→ INSTRUCTIONS FOR THE TASK: Print every record below exactly as it stands, but leave out the pictures.

→ SOURCE MATERIAL:
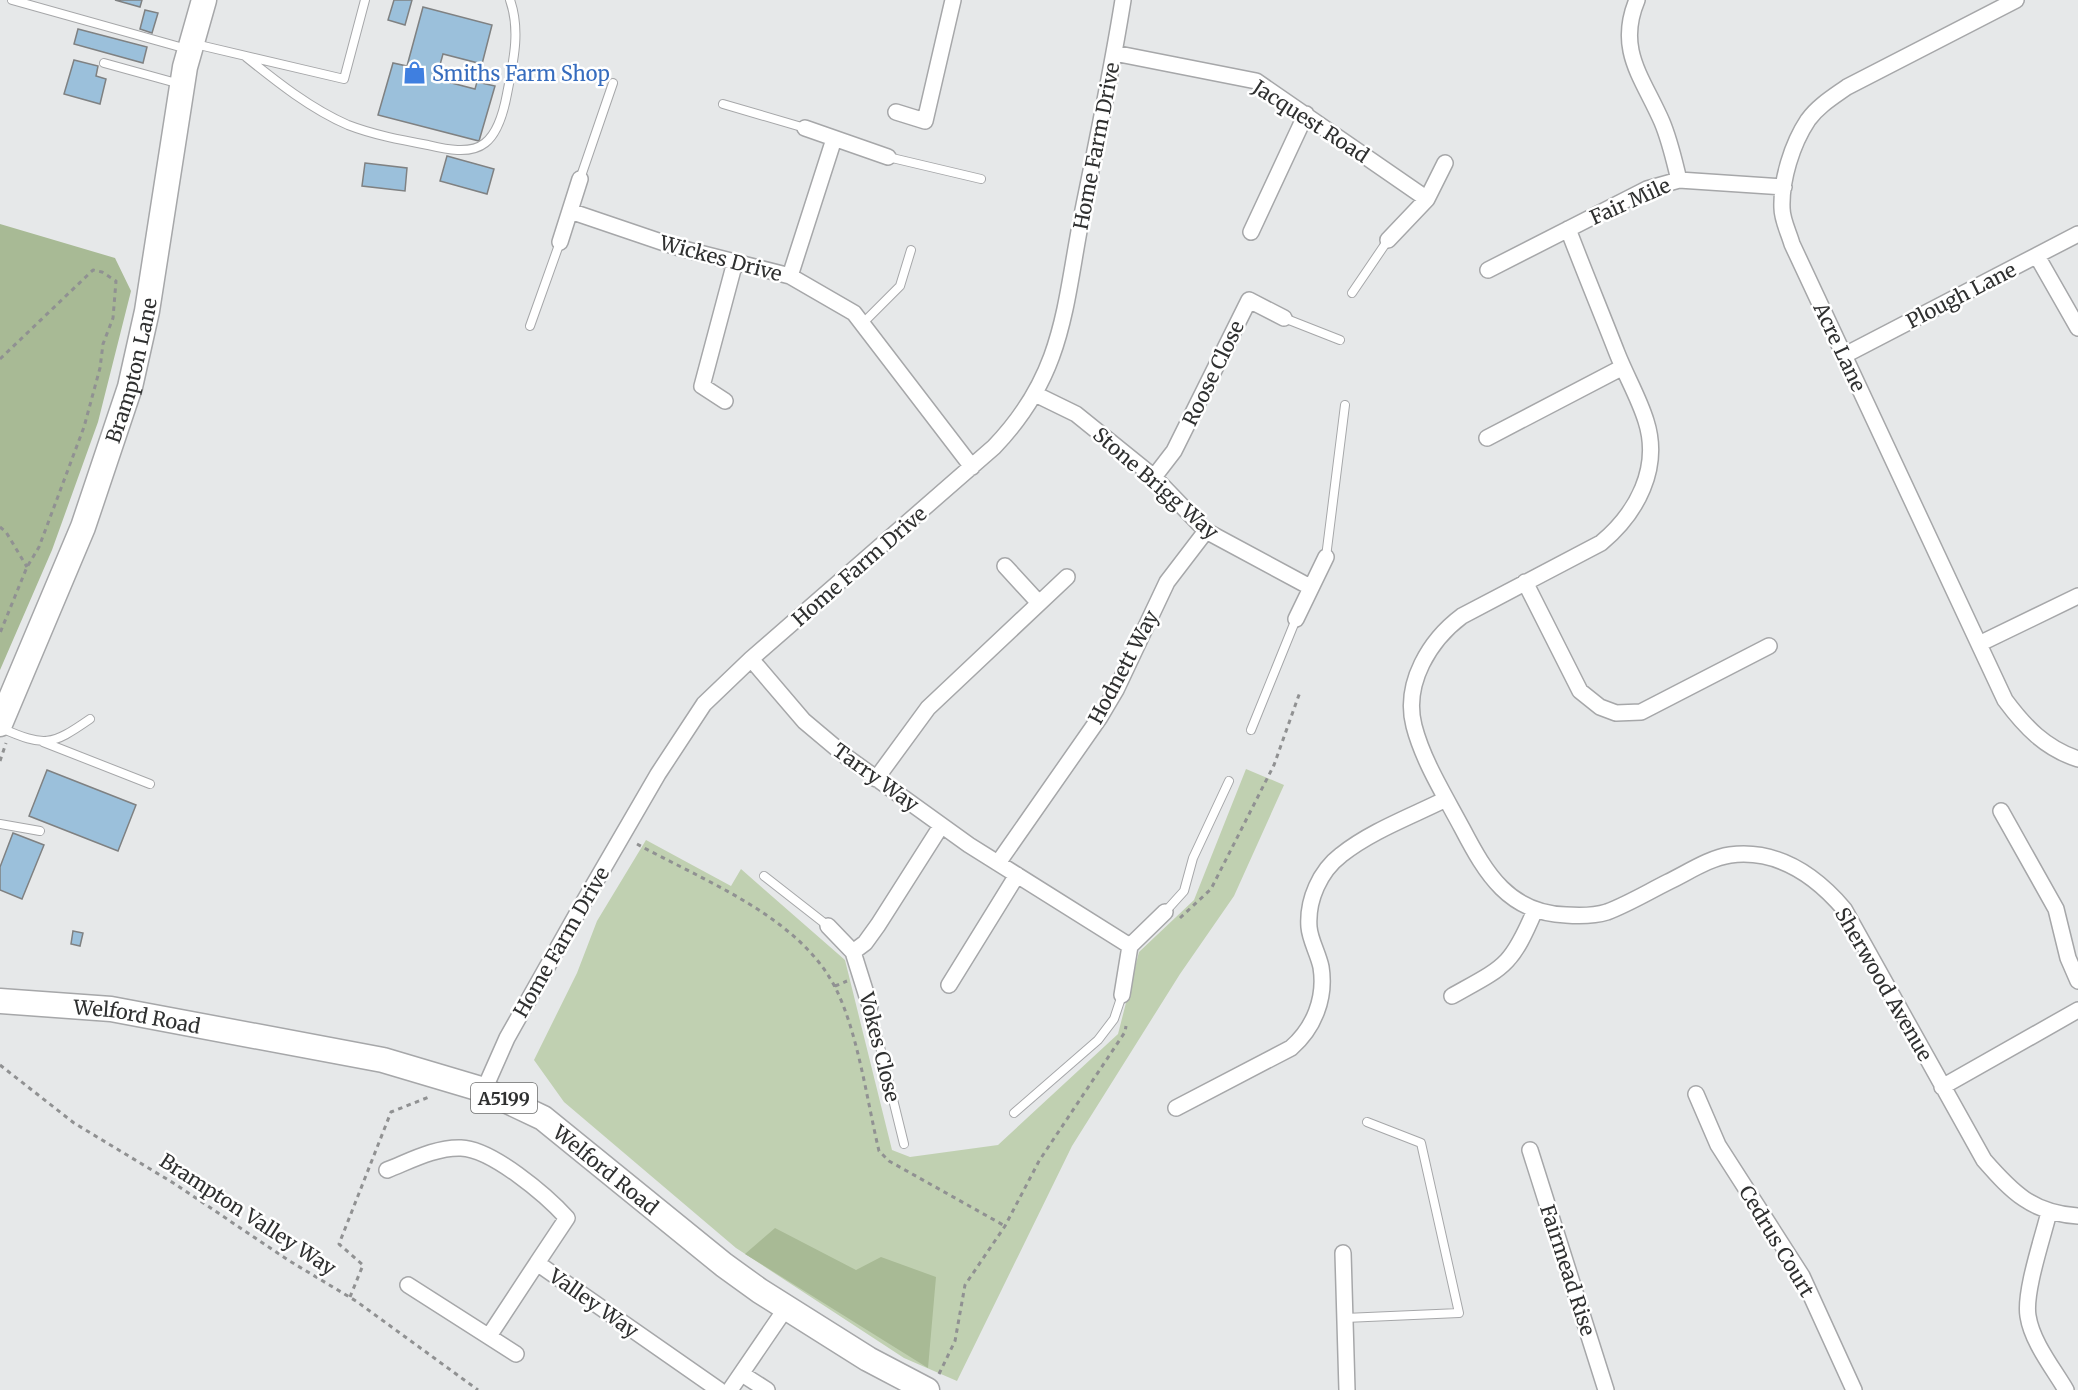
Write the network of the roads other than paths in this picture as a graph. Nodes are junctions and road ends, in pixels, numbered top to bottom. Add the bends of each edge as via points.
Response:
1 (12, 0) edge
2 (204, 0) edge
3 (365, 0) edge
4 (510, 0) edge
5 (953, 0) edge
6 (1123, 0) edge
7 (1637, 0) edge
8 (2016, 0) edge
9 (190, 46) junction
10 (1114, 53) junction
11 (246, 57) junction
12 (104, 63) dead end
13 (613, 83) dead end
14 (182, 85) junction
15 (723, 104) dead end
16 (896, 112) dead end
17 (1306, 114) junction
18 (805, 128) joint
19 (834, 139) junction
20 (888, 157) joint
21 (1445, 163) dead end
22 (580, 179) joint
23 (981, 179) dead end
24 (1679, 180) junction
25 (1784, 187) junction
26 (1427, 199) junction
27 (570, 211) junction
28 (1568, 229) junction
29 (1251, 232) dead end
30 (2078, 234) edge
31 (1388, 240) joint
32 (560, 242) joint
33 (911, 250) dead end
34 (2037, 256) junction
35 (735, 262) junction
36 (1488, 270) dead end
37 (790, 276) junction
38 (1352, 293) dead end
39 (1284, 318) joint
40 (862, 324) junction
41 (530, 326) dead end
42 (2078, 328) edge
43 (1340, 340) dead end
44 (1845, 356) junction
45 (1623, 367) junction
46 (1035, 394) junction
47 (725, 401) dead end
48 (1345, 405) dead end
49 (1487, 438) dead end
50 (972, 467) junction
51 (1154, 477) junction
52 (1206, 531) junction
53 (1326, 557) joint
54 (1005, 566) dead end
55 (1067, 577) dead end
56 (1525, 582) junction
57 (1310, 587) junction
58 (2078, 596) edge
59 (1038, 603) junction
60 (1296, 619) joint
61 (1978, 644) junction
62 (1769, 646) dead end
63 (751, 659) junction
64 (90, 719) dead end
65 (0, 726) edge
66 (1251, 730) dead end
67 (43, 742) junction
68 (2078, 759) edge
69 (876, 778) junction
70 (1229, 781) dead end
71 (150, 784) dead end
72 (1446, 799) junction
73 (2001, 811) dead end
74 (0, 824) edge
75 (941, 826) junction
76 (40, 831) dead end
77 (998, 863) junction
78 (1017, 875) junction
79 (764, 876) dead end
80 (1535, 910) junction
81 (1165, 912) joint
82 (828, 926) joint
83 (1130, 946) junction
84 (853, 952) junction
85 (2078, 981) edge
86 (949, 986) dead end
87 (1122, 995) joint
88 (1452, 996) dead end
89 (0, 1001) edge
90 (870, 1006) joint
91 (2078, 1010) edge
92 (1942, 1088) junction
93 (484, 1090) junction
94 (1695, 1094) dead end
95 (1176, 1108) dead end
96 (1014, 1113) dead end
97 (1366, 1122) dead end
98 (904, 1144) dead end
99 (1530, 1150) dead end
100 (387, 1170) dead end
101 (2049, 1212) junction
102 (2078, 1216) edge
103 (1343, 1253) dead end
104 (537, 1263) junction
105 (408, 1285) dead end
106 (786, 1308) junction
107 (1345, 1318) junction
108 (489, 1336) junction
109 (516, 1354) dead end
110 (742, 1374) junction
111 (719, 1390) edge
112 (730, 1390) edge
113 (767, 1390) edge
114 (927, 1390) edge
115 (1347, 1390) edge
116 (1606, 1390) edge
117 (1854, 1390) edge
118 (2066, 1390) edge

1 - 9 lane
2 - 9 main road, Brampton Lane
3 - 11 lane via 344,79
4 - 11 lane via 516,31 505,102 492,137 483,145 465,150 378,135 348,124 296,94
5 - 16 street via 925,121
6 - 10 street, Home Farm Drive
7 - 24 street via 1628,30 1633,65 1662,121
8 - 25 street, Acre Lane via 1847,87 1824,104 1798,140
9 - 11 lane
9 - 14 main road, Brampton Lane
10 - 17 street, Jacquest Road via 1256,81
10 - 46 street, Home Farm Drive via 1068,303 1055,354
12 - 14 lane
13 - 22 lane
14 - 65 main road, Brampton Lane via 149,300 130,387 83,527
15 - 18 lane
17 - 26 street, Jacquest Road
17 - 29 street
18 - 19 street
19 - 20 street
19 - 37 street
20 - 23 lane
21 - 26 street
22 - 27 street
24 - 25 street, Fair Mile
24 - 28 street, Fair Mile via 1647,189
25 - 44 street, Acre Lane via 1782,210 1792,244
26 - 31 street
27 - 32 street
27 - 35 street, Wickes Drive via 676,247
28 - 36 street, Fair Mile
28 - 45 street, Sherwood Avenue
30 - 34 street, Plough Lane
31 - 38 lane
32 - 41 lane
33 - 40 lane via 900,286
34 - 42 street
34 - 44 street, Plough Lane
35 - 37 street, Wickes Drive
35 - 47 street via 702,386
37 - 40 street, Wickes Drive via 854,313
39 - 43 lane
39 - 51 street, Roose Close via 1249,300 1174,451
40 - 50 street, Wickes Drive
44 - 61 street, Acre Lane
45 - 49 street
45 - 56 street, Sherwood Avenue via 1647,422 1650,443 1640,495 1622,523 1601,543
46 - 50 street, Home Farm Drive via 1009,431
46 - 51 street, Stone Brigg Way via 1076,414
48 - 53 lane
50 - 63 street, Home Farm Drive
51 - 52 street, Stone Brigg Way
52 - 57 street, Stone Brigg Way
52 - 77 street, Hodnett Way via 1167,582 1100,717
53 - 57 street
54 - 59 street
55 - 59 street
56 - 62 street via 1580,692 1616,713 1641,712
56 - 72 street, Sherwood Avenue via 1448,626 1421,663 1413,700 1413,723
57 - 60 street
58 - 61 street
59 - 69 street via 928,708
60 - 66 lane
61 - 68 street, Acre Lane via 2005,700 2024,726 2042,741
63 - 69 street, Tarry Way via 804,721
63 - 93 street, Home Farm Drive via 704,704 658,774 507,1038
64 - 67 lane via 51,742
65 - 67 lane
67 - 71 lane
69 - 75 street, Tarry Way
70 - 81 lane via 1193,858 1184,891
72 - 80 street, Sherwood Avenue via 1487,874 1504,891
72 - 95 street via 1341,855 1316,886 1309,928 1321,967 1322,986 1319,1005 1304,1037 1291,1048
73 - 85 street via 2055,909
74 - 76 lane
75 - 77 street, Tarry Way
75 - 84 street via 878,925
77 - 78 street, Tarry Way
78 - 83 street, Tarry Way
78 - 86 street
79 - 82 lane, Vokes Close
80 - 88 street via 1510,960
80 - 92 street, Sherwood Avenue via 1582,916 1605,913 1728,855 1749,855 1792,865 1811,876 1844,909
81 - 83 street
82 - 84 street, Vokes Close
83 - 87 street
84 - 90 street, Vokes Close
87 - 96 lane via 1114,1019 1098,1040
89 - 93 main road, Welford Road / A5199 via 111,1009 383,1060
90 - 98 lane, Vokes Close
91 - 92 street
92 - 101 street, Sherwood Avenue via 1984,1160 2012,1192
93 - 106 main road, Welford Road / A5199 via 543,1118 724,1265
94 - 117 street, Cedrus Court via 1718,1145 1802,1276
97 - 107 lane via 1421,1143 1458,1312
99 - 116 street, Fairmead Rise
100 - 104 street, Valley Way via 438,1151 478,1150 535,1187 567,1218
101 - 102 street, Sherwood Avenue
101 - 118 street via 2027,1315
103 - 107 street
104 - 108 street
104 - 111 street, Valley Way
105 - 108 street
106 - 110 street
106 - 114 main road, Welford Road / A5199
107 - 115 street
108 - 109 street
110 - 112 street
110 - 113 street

→ SOLUTION TO THIS PROBLEM:
Write the network of the roads other than paths in this picture as a graph. Nodes are junctions and road ends, in pixels, numbered top to bottom. Add the bends of each edge as via points.
Response:
1 (12, 0) edge
2 (204, 0) edge
3 (365, 0) edge
4 (510, 0) edge
5 (953, 0) edge
6 (1123, 0) edge
7 (1637, 0) edge
8 (2016, 0) edge
9 (190, 46) junction
10 (1114, 53) junction
11 (246, 57) junction
12 (104, 63) dead end
13 (613, 83) dead end
14 (182, 85) junction
15 (723, 104) dead end
16 (896, 112) dead end
17 (1306, 114) junction
18 (805, 128) joint
19 (834, 139) junction
20 (888, 157) joint
21 (1445, 163) dead end
22 (580, 179) joint
23 (981, 179) dead end
24 (1679, 180) junction
25 (1784, 187) junction
26 (1427, 199) junction
27 (570, 211) junction
28 (1568, 229) junction
29 (1251, 232) dead end
30 (2078, 234) edge
31 (1388, 240) joint
32 (560, 242) joint
33 (911, 250) dead end
34 (2037, 256) junction
35 (735, 262) junction
36 (1488, 270) dead end
37 (790, 276) junction
38 (1352, 293) dead end
39 (1284, 318) joint
40 (862, 324) junction
41 (530, 326) dead end
42 (2078, 328) edge
43 (1340, 340) dead end
44 (1845, 356) junction
45 (1623, 367) junction
46 (1035, 394) junction
47 (725, 401) dead end
48 (1345, 405) dead end
49 (1487, 438) dead end
50 (972, 467) junction
51 (1154, 477) junction
52 (1206, 531) junction
53 (1326, 557) joint
54 (1005, 566) dead end
55 (1067, 577) dead end
56 (1525, 582) junction
57 (1310, 587) junction
58 (2078, 596) edge
59 (1038, 603) junction
60 (1296, 619) joint
61 (1978, 644) junction
62 (1769, 646) dead end
63 (751, 659) junction
64 (90, 719) dead end
65 (0, 726) edge
66 (1251, 730) dead end
67 (43, 742) junction
68 (2078, 759) edge
69 (876, 778) junction
70 (1229, 781) dead end
71 (150, 784) dead end
72 (1446, 799) junction
73 (2001, 811) dead end
74 (0, 824) edge
75 (941, 826) junction
76 (40, 831) dead end
77 (998, 863) junction
78 (1017, 875) junction
79 (764, 876) dead end
80 (1535, 910) junction
81 (1165, 912) joint
82 (828, 926) joint
83 (1130, 946) junction
84 (853, 952) junction
85 (2078, 981) edge
86 (949, 986) dead end
87 (1122, 995) joint
88 (1452, 996) dead end
89 (0, 1001) edge
90 (870, 1006) joint
91 (2078, 1010) edge
92 (1942, 1088) junction
93 (484, 1090) junction
94 (1695, 1094) dead end
95 (1176, 1108) dead end
96 (1014, 1113) dead end
97 (1366, 1122) dead end
98 (904, 1144) dead end
99 (1530, 1150) dead end
100 (387, 1170) dead end
101 (2049, 1212) junction
102 (2078, 1216) edge
103 (1343, 1253) dead end
104 (537, 1263) junction
105 (408, 1285) dead end
106 (786, 1308) junction
107 (1345, 1318) junction
108 (489, 1336) junction
109 (516, 1354) dead end
110 (742, 1374) junction
111 (719, 1390) edge
112 (730, 1390) edge
113 (767, 1390) edge
114 (927, 1390) edge
115 (1347, 1390) edge
116 (1606, 1390) edge
117 (1854, 1390) edge
118 (2066, 1390) edge

1 - 9 lane
2 - 9 main road, Brampton Lane
3 - 11 lane via 344,79
4 - 11 lane via 516,31 505,102 492,137 483,145 465,150 378,135 348,124 296,94
5 - 16 street via 925,121
6 - 10 street, Home Farm Drive
7 - 24 street via 1628,30 1633,65 1662,121
8 - 25 street, Acre Lane via 1847,87 1824,104 1798,140
9 - 11 lane
9 - 14 main road, Brampton Lane
10 - 17 street, Jacquest Road via 1256,81
10 - 46 street, Home Farm Drive via 1068,303 1055,354
12 - 14 lane
13 - 22 lane
14 - 65 main road, Brampton Lane via 149,300 130,387 83,527
15 - 18 lane
17 - 26 street, Jacquest Road
17 - 29 street
18 - 19 street
19 - 20 street
19 - 37 street
20 - 23 lane
21 - 26 street
22 - 27 street
24 - 25 street, Fair Mile
24 - 28 street, Fair Mile via 1647,189
25 - 44 street, Acre Lane via 1782,210 1792,244
26 - 31 street
27 - 32 street
27 - 35 street, Wickes Drive via 676,247
28 - 36 street, Fair Mile
28 - 45 street, Sherwood Avenue
30 - 34 street, Plough Lane
31 - 38 lane
32 - 41 lane
33 - 40 lane via 900,286
34 - 42 street
34 - 44 street, Plough Lane
35 - 37 street, Wickes Drive
35 - 47 street via 702,386
37 - 40 street, Wickes Drive via 854,313
39 - 43 lane
39 - 51 street, Roose Close via 1249,300 1174,451
40 - 50 street, Wickes Drive
44 - 61 street, Acre Lane
45 - 49 street
45 - 56 street, Sherwood Avenue via 1647,422 1650,443 1640,495 1622,523 1601,543
46 - 50 street, Home Farm Drive via 1009,431
46 - 51 street, Stone Brigg Way via 1076,414
48 - 53 lane
50 - 63 street, Home Farm Drive
51 - 52 street, Stone Brigg Way
52 - 57 street, Stone Brigg Way
52 - 77 street, Hodnett Way via 1167,582 1100,717
53 - 57 street
54 - 59 street
55 - 59 street
56 - 62 street via 1580,692 1616,713 1641,712
56 - 72 street, Sherwood Avenue via 1448,626 1421,663 1413,700 1413,723
57 - 60 street
58 - 61 street
59 - 69 street via 928,708
60 - 66 lane
61 - 68 street, Acre Lane via 2005,700 2024,726 2042,741
63 - 69 street, Tarry Way via 804,721
63 - 93 street, Home Farm Drive via 704,704 658,774 507,1038
64 - 67 lane via 51,742
65 - 67 lane
67 - 71 lane
69 - 75 street, Tarry Way
70 - 81 lane via 1193,858 1184,891
72 - 80 street, Sherwood Avenue via 1487,874 1504,891
72 - 95 street via 1341,855 1316,886 1309,928 1321,967 1322,986 1319,1005 1304,1037 1291,1048
73 - 85 street via 2055,909
74 - 76 lane
75 - 77 street, Tarry Way
75 - 84 street via 878,925
77 - 78 street, Tarry Way
78 - 83 street, Tarry Way
78 - 86 street
79 - 82 lane, Vokes Close
80 - 88 street via 1510,960
80 - 92 street, Sherwood Avenue via 1582,916 1605,913 1728,855 1749,855 1792,865 1811,876 1844,909
81 - 83 street
82 - 84 street, Vokes Close
83 - 87 street
84 - 90 street, Vokes Close
87 - 96 lane via 1114,1019 1098,1040
89 - 93 main road, Welford Road / A5199 via 111,1009 383,1060
90 - 98 lane, Vokes Close
91 - 92 street
92 - 101 street, Sherwood Avenue via 1984,1160 2012,1192
93 - 106 main road, Welford Road / A5199 via 543,1118 724,1265
94 - 117 street, Cedrus Court via 1718,1145 1802,1276
97 - 107 lane via 1421,1143 1458,1312
99 - 116 street, Fairmead Rise
100 - 104 street, Valley Way via 438,1151 478,1150 535,1187 567,1218
101 - 102 street, Sherwood Avenue
101 - 118 street via 2027,1315
103 - 107 street
104 - 108 street
104 - 111 street, Valley Way
105 - 108 street
106 - 110 street
106 - 114 main road, Welford Road / A5199
107 - 115 street
108 - 109 street
110 - 112 street
110 - 113 street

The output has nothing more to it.